Derby - Darley Abbey Part 1
w/e 13 April 2008
All this week's pictures were taken with a Kodak DX6490

This is the first of three parts following a walk around the Darley Fields/Darley Abbey area of Derby. Information about the area is available in leaflets and on the internet detailing similar but slightly different walks from various starting points around the area but for our part we'll start and finish at the Derby Rugby Club on Haslam's Lane and use paths on both sides of the River Derwent.

Rugby Pitches

Our route first of all takes us out of the Rugby Club and down Folly Road to the Folly Road bridge where there is a good view back to the rugby pitches.
Folly Road Footbridge

The name "Folly" came about because a water mill was built in the late seventeenth century to the right of this view of the bridge. Unfortunately the Boar's Head Mill further upstream had first call on the water and there was insufficient flow here to operate the mill. The owner sold the building to the proprietor of the Boar's Head Mill, a Mr. Thomas Evans, who converted it into three dwellings for his workers. A wooden footbridge shown on old maps was replaced with a concrete and steel one but erosion affected the foundations and caused its closure. This more recent construction leads to the Darley Playing Fields from Folly Road.
Avenue of Trees

River Bank PathThe path now follows an avenue of Alder and Sycamore trees at the side of the River Derwent on its journey south and we follow it as far as a totem pole-like structure (left) where we take the right hand footpath away from the trees to continue along the river bank. The last time I featured Darley Playing Fields (to the left of this picture) on this site was in May 2006 and at that time the trees were in full leaf. I commented then that the avenue looked "so different but I can only assume that is because all of my previous visits were during the winter months." This picture above, although we are approaching it from the opposite end, is much more like the mental picture I recalled in 2006.
The Opposite Bank

There are plenty of pleasant views across the river to the parkland that is Darley Abbey Park on the other bank but this is perhaps one of the most striking where a balustrade has been erected as a safety feature following (I believe) the installation of an overflow pipe a few years ago. Before proceeding to the next picture below you may like to refer back to the previous page about Darley (click here) for our route passes many of the features seen there including the tennis courts, bowling green, wooded area and cricket ground at Parker's Piece.
Derby Rowing Club

Handyside's BridgeThe path eventually reaches the southernmost point of our walk just beyond the cricket ground at Handyside's Bridge (left). This was built in 1878 by Andrew Handyside at the nearby Britannia Foundry and it carried the Great Northern Railway branch line from Nottingham Victoria to Egginton Junction until its closure in 1968. It is but a short walk south from here on the western side of the Derwent into the city centre but our route is in the opposite direction. And it is looking to the north from the bridge that we see the building on the left that is the home of the Derby Rowing Club.

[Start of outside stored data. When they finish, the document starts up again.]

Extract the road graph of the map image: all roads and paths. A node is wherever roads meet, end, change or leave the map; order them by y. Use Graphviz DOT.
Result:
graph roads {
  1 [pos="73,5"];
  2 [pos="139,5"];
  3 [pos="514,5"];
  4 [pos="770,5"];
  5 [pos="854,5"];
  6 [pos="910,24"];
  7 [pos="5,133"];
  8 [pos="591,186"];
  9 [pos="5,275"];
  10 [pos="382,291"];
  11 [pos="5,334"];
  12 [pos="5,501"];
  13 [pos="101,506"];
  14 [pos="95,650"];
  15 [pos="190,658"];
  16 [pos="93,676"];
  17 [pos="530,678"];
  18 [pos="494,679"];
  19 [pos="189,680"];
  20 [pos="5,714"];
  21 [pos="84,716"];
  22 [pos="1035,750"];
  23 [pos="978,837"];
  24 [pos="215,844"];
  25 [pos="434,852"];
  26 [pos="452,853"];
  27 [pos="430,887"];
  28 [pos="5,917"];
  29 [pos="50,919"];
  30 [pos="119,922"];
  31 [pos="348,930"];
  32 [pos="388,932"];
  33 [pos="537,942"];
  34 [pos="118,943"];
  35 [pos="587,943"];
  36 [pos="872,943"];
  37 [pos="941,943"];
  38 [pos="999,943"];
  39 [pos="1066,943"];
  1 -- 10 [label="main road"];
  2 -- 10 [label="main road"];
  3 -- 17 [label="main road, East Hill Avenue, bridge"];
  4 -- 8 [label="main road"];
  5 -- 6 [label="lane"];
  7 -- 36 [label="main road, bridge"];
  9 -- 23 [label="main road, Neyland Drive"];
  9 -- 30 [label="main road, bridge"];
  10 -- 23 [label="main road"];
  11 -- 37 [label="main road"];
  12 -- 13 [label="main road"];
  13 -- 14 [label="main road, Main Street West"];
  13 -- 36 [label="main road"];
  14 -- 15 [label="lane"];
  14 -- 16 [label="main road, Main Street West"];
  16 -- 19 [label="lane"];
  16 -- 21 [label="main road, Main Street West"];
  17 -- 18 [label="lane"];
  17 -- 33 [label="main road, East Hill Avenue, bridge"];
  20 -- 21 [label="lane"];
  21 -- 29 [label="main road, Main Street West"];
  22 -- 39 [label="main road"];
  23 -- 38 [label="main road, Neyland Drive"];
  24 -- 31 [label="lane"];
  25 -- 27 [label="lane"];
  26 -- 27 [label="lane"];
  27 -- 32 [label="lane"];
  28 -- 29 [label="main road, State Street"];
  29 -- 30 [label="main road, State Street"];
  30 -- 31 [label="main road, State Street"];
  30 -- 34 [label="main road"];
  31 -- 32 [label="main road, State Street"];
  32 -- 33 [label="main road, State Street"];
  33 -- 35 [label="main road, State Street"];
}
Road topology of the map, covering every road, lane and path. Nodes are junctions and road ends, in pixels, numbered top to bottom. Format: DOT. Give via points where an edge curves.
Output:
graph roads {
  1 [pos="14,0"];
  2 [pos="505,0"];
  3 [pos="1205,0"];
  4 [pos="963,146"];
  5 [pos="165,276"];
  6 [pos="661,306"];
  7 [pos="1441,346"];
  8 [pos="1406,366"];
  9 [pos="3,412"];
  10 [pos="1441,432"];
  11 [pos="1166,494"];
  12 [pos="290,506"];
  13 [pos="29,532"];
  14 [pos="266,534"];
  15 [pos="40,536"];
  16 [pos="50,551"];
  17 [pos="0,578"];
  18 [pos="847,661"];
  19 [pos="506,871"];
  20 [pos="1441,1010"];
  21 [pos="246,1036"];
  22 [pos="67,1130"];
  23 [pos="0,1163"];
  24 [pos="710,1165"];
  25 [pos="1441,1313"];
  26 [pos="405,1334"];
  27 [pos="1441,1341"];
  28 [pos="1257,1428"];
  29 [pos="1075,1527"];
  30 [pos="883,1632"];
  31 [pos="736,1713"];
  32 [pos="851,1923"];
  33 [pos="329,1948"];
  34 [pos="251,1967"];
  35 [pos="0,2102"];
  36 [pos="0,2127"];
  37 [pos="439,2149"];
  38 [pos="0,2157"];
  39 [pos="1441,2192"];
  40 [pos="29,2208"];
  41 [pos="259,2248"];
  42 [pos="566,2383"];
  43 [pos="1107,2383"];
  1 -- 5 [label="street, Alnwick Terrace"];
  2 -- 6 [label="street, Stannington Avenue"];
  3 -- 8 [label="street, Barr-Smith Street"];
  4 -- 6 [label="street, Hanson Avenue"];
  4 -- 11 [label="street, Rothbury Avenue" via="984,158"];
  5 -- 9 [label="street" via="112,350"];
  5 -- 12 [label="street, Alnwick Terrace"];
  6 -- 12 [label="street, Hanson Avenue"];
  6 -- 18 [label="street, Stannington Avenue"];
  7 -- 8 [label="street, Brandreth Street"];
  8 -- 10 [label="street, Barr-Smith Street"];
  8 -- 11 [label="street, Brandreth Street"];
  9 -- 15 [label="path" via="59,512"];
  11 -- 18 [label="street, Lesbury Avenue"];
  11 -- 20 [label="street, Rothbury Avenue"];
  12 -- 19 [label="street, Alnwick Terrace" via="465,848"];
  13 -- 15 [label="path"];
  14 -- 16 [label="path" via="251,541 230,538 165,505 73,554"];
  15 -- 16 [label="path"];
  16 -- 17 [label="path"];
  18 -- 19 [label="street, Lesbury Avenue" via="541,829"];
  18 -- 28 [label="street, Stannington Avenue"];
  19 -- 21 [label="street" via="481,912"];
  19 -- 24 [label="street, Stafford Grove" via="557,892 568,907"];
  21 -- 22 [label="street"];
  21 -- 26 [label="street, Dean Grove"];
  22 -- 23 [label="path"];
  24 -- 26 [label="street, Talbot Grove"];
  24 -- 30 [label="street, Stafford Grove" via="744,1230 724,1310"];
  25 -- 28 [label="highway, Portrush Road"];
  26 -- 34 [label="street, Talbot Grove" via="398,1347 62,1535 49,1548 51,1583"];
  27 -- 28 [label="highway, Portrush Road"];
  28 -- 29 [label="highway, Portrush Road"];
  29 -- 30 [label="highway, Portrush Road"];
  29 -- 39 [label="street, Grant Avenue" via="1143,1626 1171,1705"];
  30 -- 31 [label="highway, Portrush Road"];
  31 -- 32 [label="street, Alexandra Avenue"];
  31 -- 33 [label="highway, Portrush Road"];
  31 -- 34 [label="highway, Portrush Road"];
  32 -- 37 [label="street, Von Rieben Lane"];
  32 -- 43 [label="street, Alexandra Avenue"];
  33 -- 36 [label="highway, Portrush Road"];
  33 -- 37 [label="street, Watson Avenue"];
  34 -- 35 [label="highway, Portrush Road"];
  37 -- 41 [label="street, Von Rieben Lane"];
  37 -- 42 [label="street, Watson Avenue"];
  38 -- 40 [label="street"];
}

Back in 2006 I wrote that I saw neither rowers nor cricketers but on this occasion, groundsmen were preparing the cricket pitch for the forthcoming season and a couple of rowers pulled out from the Rowing Club and headed off upstream. With the benefit of the zoom lens this image was also captured from Handyside's Bridge.
Leaving The Bridge

As we leave the bridge, a signpost indicates the way to the city centre and the path ahead forks to the left and right. As already indicated our route is to the right where we will follow a track known as Darley Grove.
Darley Grove

A notice at the end of Darley Grove states that it is unsuitable for motor vehicles but a number of garages are built into the hillside which suggests that at least some vehicles travel along here.